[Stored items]
== == ==

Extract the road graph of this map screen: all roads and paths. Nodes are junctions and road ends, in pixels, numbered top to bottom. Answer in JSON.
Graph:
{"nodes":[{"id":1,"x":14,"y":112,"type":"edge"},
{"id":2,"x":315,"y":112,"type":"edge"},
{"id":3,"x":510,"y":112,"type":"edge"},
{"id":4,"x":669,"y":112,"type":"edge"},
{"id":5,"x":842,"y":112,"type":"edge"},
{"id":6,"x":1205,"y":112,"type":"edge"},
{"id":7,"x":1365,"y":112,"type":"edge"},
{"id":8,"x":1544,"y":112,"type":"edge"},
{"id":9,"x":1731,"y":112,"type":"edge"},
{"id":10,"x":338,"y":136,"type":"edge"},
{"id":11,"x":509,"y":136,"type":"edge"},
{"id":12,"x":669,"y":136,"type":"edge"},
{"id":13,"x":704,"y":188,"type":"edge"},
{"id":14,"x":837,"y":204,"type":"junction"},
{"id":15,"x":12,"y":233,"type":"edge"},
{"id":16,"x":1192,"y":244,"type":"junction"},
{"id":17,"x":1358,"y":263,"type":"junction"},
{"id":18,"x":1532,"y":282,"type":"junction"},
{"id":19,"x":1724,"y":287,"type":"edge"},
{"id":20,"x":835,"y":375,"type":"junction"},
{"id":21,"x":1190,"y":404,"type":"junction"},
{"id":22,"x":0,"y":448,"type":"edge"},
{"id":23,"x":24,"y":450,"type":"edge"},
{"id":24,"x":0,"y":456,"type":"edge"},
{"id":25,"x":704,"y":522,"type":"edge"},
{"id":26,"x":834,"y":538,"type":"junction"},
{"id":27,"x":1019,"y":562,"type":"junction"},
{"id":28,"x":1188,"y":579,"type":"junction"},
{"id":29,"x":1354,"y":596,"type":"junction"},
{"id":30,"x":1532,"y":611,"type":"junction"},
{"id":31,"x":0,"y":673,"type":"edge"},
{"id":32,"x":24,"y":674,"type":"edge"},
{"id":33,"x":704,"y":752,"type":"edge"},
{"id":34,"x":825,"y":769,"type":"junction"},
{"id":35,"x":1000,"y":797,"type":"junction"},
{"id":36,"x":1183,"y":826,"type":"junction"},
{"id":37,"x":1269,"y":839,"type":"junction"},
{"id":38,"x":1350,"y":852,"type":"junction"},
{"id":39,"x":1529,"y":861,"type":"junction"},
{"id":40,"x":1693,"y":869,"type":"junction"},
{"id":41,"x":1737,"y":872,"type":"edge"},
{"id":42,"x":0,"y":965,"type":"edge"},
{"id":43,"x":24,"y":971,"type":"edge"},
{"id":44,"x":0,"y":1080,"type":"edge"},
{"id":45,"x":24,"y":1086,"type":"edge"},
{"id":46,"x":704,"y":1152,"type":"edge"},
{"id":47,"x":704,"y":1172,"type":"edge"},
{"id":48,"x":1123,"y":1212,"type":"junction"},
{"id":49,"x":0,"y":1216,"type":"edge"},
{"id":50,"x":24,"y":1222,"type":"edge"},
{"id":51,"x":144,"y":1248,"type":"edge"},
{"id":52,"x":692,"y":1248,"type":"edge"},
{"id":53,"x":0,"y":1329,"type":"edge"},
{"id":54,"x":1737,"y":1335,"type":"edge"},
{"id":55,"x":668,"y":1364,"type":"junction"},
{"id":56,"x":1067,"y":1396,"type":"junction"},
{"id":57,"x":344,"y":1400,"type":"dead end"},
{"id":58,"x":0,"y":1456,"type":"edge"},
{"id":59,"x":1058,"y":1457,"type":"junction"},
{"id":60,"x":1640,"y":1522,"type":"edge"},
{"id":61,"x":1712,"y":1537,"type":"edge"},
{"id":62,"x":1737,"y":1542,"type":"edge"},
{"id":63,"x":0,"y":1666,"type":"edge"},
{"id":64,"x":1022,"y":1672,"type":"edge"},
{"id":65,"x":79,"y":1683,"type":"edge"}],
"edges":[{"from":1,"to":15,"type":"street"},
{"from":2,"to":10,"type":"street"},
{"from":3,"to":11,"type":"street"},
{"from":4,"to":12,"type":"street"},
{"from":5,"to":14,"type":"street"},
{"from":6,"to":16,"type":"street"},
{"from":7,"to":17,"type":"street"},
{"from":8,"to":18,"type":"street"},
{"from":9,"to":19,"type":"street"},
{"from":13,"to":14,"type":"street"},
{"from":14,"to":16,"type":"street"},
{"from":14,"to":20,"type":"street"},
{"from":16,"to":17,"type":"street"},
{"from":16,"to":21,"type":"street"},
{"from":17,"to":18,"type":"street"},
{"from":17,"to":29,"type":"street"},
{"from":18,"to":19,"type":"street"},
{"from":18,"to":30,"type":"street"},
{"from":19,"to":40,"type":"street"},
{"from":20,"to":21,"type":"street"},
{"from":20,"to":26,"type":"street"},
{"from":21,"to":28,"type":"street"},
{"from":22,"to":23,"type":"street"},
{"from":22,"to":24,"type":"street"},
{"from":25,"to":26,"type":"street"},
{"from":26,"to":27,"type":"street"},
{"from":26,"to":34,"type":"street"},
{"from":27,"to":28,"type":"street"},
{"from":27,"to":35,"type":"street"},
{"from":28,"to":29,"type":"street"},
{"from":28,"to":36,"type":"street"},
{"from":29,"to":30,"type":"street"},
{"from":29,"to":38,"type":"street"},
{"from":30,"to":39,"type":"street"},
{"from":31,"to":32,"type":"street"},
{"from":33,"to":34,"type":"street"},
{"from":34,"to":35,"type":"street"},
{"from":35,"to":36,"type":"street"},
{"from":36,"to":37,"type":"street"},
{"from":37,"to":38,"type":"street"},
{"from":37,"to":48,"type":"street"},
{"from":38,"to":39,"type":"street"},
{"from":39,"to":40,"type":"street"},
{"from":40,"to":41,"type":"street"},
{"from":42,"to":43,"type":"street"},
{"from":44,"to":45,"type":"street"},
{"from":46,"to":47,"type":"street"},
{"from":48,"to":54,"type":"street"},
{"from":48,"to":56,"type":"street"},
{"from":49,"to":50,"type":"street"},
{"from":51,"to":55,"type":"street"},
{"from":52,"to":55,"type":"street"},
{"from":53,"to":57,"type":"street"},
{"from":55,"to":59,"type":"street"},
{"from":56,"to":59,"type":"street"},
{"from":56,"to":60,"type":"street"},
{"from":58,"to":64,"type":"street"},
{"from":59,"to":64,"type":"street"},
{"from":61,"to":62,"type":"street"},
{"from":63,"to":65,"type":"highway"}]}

== == ==

:: Work instruction ::
Without changing a single character, write out all of the entries.

:: Completed task ::
Extract the road graph of this map screen: all roads and paths. Nodes are junctions and road ends, in pixels, numbered top to bottom. Answer in JSON.
Graph:
{"nodes":[{"id":1,"x":14,"y":112,"type":"edge"},
{"id":2,"x":315,"y":112,"type":"edge"},
{"id":3,"x":510,"y":112,"type":"edge"},
{"id":4,"x":669,"y":112,"type":"edge"},
{"id":5,"x":842,"y":112,"type":"edge"},
{"id":6,"x":1205,"y":112,"type":"edge"},
{"id":7,"x":1365,"y":112,"type":"edge"},
{"id":8,"x":1544,"y":112,"type":"edge"},
{"id":9,"x":1731,"y":112,"type":"edge"},
{"id":10,"x":338,"y":136,"type":"edge"},
{"id":11,"x":509,"y":136,"type":"edge"},
{"id":12,"x":669,"y":136,"type":"edge"},
{"id":13,"x":704,"y":188,"type":"edge"},
{"id":14,"x":837,"y":204,"type":"junction"},
{"id":15,"x":12,"y":233,"type":"edge"},
{"id":16,"x":1192,"y":244,"type":"junction"},
{"id":17,"x":1358,"y":263,"type":"junction"},
{"id":18,"x":1532,"y":282,"type":"junction"},
{"id":19,"x":1724,"y":287,"type":"edge"},
{"id":20,"x":835,"y":375,"type":"junction"},
{"id":21,"x":1190,"y":404,"type":"junction"},
{"id":22,"x":0,"y":448,"type":"edge"},
{"id":23,"x":24,"y":450,"type":"edge"},
{"id":24,"x":0,"y":456,"type":"edge"},
{"id":25,"x":704,"y":522,"type":"edge"},
{"id":26,"x":834,"y":538,"type":"junction"},
{"id":27,"x":1019,"y":562,"type":"junction"},
{"id":28,"x":1188,"y":579,"type":"junction"},
{"id":29,"x":1354,"y":596,"type":"junction"},
{"id":30,"x":1532,"y":611,"type":"junction"},
{"id":31,"x":0,"y":673,"type":"edge"},
{"id":32,"x":24,"y":674,"type":"edge"},
{"id":33,"x":704,"y":752,"type":"edge"},
{"id":34,"x":825,"y":769,"type":"junction"},
{"id":35,"x":1000,"y":797,"type":"junction"},
{"id":36,"x":1183,"y":826,"type":"junction"},
{"id":37,"x":1269,"y":839,"type":"junction"},
{"id":38,"x":1350,"y":852,"type":"junction"},
{"id":39,"x":1529,"y":861,"type":"junction"},
{"id":40,"x":1693,"y":869,"type":"junction"},
{"id":41,"x":1737,"y":872,"type":"edge"},
{"id":42,"x":0,"y":965,"type":"edge"},
{"id":43,"x":24,"y":971,"type":"edge"},
{"id":44,"x":0,"y":1080,"type":"edge"},
{"id":45,"x":24,"y":1086,"type":"edge"},
{"id":46,"x":704,"y":1152,"type":"edge"},
{"id":47,"x":704,"y":1172,"type":"edge"},
{"id":48,"x":1123,"y":1212,"type":"junction"},
{"id":49,"x":0,"y":1216,"type":"edge"},
{"id":50,"x":24,"y":1222,"type":"edge"},
{"id":51,"x":144,"y":1248,"type":"edge"},
{"id":52,"x":692,"y":1248,"type":"edge"},
{"id":53,"x":0,"y":1329,"type":"edge"},
{"id":54,"x":1737,"y":1335,"type":"edge"},
{"id":55,"x":668,"y":1364,"type":"junction"},
{"id":56,"x":1067,"y":1396,"type":"junction"},
{"id":57,"x":344,"y":1400,"type":"dead end"},
{"id":58,"x":0,"y":1456,"type":"edge"},
{"id":59,"x":1058,"y":1457,"type":"junction"},
{"id":60,"x":1640,"y":1522,"type":"edge"},
{"id":61,"x":1712,"y":1537,"type":"edge"},
{"id":62,"x":1737,"y":1542,"type":"edge"},
{"id":63,"x":0,"y":1666,"type":"edge"},
{"id":64,"x":1022,"y":1672,"type":"edge"},
{"id":65,"x":79,"y":1683,"type":"edge"}],
"edges":[{"from":1,"to":15,"type":"street"},
{"from":2,"to":10,"type":"street"},
{"from":3,"to":11,"type":"street"},
{"from":4,"to":12,"type":"street"},
{"from":5,"to":14,"type":"street"},
{"from":6,"to":16,"type":"street"},
{"from":7,"to":17,"type":"street"},
{"from":8,"to":18,"type":"street"},
{"from":9,"to":19,"type":"street"},
{"from":13,"to":14,"type":"street"},
{"from":14,"to":16,"type":"street"},
{"from":14,"to":20,"type":"street"},
{"from":16,"to":17,"type":"street"},
{"from":16,"to":21,"type":"street"},
{"from":17,"to":18,"type":"street"},
{"from":17,"to":29,"type":"street"},
{"from":18,"to":19,"type":"street"},
{"from":18,"to":30,"type":"street"},
{"from":19,"to":40,"type":"street"},
{"from":20,"to":21,"type":"street"},
{"from":20,"to":26,"type":"street"},
{"from":21,"to":28,"type":"street"},
{"from":22,"to":23,"type":"street"},
{"from":22,"to":24,"type":"street"},
{"from":25,"to":26,"type":"street"},
{"from":26,"to":27,"type":"street"},
{"from":26,"to":34,"type":"street"},
{"from":27,"to":28,"type":"street"},
{"from":27,"to":35,"type":"street"},
{"from":28,"to":29,"type":"street"},
{"from":28,"to":36,"type":"street"},
{"from":29,"to":30,"type":"street"},
{"from":29,"to":38,"type":"street"},
{"from":30,"to":39,"type":"street"},
{"from":31,"to":32,"type":"street"},
{"from":33,"to":34,"type":"street"},
{"from":34,"to":35,"type":"street"},
{"from":35,"to":36,"type":"street"},
{"from":36,"to":37,"type":"street"},
{"from":37,"to":38,"type":"street"},
{"from":37,"to":48,"type":"street"},
{"from":38,"to":39,"type":"street"},
{"from":39,"to":40,"type":"street"},
{"from":40,"to":41,"type":"street"},
{"from":42,"to":43,"type":"street"},
{"from":44,"to":45,"type":"street"},
{"from":46,"to":47,"type":"street"},
{"from":48,"to":54,"type":"street"},
{"from":48,"to":56,"type":"street"},
{"from":49,"to":50,"type":"street"},
{"from":51,"to":55,"type":"street"},
{"from":52,"to":55,"type":"street"},
{"from":53,"to":57,"type":"street"},
{"from":55,"to":59,"type":"street"},
{"from":56,"to":59,"type":"street"},
{"from":56,"to":60,"type":"street"},
{"from":58,"to":64,"type":"street"},
{"from":59,"to":64,"type":"street"},
{"from":61,"to":62,"type":"street"},
{"from":63,"to":65,"type":"highway"}]}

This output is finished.